(Saved data entries)
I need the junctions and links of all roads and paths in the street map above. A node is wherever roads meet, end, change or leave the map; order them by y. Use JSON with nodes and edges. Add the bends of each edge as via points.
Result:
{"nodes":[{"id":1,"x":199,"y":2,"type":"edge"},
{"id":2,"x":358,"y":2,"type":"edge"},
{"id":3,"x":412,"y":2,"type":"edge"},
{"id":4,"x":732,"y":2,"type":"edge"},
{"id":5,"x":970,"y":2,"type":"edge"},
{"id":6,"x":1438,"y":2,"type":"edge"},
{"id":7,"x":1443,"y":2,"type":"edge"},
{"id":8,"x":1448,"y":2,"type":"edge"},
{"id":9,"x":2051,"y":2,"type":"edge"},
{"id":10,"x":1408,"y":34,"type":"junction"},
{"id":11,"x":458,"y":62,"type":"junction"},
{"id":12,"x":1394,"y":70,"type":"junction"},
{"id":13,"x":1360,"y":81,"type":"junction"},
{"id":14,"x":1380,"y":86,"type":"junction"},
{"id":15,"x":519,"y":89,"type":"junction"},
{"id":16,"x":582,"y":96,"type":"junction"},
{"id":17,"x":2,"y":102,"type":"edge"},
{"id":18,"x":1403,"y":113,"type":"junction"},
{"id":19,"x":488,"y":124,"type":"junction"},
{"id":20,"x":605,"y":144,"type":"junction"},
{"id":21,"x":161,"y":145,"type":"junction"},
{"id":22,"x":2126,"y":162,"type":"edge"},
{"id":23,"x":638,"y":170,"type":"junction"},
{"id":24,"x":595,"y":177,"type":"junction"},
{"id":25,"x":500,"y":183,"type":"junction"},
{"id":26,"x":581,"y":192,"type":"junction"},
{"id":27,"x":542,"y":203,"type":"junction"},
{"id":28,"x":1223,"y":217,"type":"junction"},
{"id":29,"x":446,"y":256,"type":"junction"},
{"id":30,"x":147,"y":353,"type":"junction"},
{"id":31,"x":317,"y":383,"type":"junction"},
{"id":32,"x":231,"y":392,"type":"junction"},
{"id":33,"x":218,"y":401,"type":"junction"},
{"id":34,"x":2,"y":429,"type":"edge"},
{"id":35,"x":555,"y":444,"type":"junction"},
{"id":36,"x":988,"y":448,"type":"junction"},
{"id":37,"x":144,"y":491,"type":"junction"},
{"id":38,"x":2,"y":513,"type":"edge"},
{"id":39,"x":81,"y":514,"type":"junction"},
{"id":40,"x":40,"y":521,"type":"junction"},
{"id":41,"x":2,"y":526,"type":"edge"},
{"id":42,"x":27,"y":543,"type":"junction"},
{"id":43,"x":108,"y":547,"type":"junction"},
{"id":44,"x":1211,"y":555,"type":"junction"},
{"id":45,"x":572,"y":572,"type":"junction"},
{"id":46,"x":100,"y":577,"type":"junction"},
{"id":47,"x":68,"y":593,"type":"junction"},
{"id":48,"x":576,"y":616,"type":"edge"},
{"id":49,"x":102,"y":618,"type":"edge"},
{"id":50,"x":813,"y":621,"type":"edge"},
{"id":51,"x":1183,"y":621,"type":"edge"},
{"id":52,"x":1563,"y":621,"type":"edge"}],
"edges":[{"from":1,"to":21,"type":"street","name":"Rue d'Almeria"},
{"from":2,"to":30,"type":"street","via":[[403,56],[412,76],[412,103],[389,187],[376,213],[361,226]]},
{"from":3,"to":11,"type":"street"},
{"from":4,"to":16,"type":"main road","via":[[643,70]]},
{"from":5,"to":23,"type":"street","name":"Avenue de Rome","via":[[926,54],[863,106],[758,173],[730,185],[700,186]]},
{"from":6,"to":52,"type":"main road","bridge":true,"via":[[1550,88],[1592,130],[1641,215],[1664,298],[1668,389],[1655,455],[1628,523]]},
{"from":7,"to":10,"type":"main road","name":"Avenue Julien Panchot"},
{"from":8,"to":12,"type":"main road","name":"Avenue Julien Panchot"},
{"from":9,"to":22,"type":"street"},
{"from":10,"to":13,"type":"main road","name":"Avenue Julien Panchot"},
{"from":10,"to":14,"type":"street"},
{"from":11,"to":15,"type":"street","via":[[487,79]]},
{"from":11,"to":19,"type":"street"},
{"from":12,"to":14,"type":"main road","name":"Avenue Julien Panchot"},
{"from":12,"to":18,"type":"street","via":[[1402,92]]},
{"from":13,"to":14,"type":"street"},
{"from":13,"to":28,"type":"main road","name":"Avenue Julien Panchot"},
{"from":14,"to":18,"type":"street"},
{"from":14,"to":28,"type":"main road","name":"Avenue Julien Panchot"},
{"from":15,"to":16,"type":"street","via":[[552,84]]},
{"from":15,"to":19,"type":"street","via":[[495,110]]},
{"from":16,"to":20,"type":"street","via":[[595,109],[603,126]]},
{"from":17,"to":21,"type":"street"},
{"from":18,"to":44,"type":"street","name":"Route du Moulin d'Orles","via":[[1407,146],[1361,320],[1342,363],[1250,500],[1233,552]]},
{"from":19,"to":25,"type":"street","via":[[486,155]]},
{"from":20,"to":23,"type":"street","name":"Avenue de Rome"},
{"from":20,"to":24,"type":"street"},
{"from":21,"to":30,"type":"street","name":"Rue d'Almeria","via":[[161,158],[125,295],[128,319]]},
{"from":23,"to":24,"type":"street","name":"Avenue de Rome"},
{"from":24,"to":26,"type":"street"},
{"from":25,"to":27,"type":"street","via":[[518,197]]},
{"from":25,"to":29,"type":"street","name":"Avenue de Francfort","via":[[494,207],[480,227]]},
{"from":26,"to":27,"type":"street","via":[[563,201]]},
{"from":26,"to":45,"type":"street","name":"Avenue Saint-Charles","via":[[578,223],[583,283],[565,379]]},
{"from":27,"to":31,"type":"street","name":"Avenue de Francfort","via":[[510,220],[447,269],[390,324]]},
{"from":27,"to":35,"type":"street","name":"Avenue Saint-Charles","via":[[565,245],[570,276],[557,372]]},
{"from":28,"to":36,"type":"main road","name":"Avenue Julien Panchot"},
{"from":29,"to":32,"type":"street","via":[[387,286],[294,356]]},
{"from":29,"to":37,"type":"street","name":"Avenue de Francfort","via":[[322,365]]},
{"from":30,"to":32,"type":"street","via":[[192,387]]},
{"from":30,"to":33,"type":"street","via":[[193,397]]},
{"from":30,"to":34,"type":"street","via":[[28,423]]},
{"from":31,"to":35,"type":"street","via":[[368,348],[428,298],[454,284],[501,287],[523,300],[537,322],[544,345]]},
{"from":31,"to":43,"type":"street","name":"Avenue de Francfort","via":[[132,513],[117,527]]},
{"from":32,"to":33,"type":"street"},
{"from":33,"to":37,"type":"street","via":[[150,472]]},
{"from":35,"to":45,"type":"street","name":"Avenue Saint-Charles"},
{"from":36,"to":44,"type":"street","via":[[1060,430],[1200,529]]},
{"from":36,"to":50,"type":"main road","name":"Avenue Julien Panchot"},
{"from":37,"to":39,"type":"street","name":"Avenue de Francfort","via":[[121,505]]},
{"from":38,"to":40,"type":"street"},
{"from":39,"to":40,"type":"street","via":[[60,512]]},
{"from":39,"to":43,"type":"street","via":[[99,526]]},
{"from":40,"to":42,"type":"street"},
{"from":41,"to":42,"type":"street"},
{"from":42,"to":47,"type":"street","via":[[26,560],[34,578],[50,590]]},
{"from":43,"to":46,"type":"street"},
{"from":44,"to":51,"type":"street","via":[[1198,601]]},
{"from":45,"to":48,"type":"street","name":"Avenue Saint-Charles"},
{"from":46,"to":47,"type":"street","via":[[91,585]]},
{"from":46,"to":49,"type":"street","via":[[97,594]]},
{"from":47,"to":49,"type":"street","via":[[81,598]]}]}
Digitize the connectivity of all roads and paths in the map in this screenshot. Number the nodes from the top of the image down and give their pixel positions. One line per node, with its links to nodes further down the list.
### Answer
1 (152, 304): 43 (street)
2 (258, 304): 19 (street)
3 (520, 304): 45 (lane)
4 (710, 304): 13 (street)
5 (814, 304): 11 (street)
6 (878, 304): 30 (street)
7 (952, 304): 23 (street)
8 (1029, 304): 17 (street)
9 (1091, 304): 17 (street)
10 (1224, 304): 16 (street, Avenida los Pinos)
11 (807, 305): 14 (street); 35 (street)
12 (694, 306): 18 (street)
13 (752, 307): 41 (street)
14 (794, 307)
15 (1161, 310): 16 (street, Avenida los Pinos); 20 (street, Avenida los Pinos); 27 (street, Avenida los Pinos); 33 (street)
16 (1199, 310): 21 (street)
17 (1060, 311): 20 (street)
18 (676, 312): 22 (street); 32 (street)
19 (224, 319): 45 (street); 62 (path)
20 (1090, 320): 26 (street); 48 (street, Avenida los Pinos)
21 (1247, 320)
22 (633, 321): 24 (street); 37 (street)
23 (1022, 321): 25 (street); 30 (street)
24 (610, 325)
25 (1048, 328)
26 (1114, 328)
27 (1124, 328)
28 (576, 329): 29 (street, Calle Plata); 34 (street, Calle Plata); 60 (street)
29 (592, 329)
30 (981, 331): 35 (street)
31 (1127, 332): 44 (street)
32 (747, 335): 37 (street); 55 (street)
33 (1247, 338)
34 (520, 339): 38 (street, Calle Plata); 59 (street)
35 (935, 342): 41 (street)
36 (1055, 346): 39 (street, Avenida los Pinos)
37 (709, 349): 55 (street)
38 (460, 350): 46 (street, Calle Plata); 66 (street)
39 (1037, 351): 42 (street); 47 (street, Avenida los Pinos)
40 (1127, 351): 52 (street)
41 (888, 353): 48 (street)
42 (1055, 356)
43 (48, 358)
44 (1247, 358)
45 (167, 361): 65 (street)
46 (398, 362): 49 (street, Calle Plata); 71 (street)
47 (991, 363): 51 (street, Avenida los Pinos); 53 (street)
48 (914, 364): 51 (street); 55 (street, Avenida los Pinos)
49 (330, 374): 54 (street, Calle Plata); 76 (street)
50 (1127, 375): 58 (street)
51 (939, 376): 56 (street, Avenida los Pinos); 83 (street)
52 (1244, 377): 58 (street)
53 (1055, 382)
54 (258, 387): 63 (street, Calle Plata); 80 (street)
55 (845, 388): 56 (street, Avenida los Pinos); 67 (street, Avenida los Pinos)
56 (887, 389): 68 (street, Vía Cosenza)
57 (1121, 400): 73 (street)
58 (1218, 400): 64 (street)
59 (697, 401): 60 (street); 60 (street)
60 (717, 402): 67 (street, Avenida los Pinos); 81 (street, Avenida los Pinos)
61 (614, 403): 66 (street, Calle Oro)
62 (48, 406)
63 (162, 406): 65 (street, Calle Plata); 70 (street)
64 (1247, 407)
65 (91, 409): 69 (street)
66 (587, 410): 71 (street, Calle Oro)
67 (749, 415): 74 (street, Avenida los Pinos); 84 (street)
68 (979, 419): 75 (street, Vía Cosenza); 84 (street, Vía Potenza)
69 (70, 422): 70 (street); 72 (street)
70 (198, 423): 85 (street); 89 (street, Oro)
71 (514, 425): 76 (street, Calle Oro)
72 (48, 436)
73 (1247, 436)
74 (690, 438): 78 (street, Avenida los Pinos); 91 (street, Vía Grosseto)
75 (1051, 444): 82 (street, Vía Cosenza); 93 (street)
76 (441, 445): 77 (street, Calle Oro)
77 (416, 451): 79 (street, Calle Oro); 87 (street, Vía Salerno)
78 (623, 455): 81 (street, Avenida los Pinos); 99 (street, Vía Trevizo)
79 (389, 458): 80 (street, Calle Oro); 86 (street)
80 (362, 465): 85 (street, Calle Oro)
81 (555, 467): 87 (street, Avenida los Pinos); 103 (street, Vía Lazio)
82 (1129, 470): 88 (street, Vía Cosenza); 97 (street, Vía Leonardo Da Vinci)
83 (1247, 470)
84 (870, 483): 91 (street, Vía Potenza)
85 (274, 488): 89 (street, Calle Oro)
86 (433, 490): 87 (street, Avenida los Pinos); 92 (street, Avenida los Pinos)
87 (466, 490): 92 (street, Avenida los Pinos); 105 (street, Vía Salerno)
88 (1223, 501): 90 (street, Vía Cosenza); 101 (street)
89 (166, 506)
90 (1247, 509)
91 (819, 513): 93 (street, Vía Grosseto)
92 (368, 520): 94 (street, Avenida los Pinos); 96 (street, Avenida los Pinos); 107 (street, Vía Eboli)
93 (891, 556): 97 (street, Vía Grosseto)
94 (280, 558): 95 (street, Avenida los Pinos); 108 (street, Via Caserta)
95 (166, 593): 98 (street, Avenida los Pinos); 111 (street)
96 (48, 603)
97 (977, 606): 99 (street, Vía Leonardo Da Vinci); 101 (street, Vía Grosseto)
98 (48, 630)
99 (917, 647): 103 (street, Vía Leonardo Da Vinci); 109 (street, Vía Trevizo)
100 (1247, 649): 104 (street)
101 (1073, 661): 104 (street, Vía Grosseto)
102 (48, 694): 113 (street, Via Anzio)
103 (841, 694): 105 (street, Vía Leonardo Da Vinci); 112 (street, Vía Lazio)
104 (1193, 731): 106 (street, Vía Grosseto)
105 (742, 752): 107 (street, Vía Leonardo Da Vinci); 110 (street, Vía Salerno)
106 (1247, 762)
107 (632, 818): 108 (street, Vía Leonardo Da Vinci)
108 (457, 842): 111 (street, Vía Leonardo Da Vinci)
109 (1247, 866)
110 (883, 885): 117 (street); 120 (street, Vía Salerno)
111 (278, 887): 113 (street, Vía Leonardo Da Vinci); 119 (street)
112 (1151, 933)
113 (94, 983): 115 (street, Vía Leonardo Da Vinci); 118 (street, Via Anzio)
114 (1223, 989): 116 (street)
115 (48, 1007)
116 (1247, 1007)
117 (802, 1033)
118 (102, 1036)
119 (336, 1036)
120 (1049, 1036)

What you need to do>
Looking at the entries above, copy out every line in which "Lazio" occurs.

Your solution>
81 (555, 467): 87 (street, Avenida los Pinos); 103 (street, Vía Lazio)
103 (841, 694): 105 (street, Vía Leonardo Da Vinci); 112 (street, Vía Lazio)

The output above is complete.